| TASK ITEM |
Repeat every entry exactly. Do not include the pictures.
'''
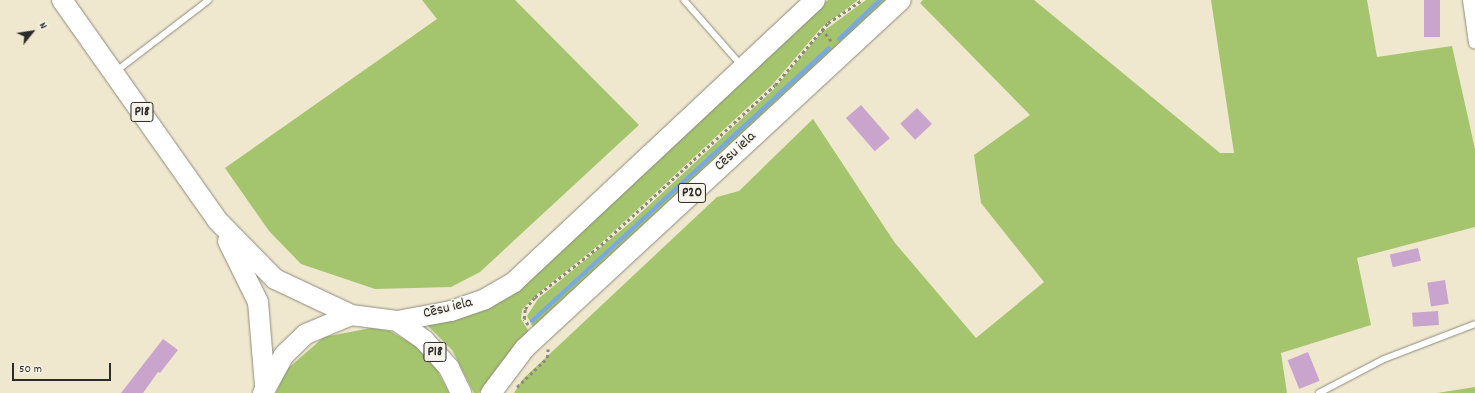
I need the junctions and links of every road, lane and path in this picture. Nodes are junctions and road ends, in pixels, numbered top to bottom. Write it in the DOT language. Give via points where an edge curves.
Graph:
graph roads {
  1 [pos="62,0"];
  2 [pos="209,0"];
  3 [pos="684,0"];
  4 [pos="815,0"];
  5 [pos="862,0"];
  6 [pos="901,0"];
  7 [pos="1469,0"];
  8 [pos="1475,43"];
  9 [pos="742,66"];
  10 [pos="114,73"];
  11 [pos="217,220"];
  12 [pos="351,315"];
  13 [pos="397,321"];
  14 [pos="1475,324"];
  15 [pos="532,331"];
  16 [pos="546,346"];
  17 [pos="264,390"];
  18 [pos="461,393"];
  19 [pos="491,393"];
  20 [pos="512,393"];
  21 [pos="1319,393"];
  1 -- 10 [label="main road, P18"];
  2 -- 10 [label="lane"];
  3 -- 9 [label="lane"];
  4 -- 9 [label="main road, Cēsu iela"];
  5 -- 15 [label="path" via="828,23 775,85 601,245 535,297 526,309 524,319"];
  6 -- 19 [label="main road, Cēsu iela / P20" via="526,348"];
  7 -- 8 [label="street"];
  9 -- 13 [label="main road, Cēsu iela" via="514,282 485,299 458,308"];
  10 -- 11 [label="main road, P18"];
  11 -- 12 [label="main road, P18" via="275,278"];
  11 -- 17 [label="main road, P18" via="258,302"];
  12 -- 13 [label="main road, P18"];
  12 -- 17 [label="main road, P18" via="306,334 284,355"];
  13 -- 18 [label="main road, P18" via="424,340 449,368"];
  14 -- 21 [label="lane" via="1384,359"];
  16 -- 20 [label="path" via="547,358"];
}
'''
| RESPONSE BOX |
I need the junctions and links of every road, lane and path in this picture. Nodes are junctions and road ends, in pixels, numbered top to bottom. Write it in the DOT language. Give via points where an edge curves.
Graph:
graph roads {
  1 [pos="62,0"];
  2 [pos="209,0"];
  3 [pos="684,0"];
  4 [pos="815,0"];
  5 [pos="862,0"];
  6 [pos="901,0"];
  7 [pos="1469,0"];
  8 [pos="1475,43"];
  9 [pos="742,66"];
  10 [pos="114,73"];
  11 [pos="217,220"];
  12 [pos="351,315"];
  13 [pos="397,321"];
  14 [pos="1475,324"];
  15 [pos="532,331"];
  16 [pos="546,346"];
  17 [pos="264,390"];
  18 [pos="461,393"];
  19 [pos="491,393"];
  20 [pos="512,393"];
  21 [pos="1319,393"];
  1 -- 10 [label="main road, P18"];
  2 -- 10 [label="lane"];
  3 -- 9 [label="lane"];
  4 -- 9 [label="main road, Cēsu iela"];
  5 -- 15 [label="path" via="828,23 775,85 601,245 535,297 526,309 524,319"];
  6 -- 19 [label="main road, Cēsu iela / P20" via="526,348"];
  7 -- 8 [label="street"];
  9 -- 13 [label="main road, Cēsu iela" via="514,282 485,299 458,308"];
  10 -- 11 [label="main road, P18"];
  11 -- 12 [label="main road, P18" via="275,278"];
  11 -- 17 [label="main road, P18" via="258,302"];
  12 -- 13 [label="main road, P18"];
  12 -- 17 [label="main road, P18" via="306,334 284,355"];
  13 -- 18 [label="main road, P18" via="424,340 449,368"];
  14 -- 21 [label="lane" via="1384,359"];
  16 -- 20 [label="path" via="547,358"];
}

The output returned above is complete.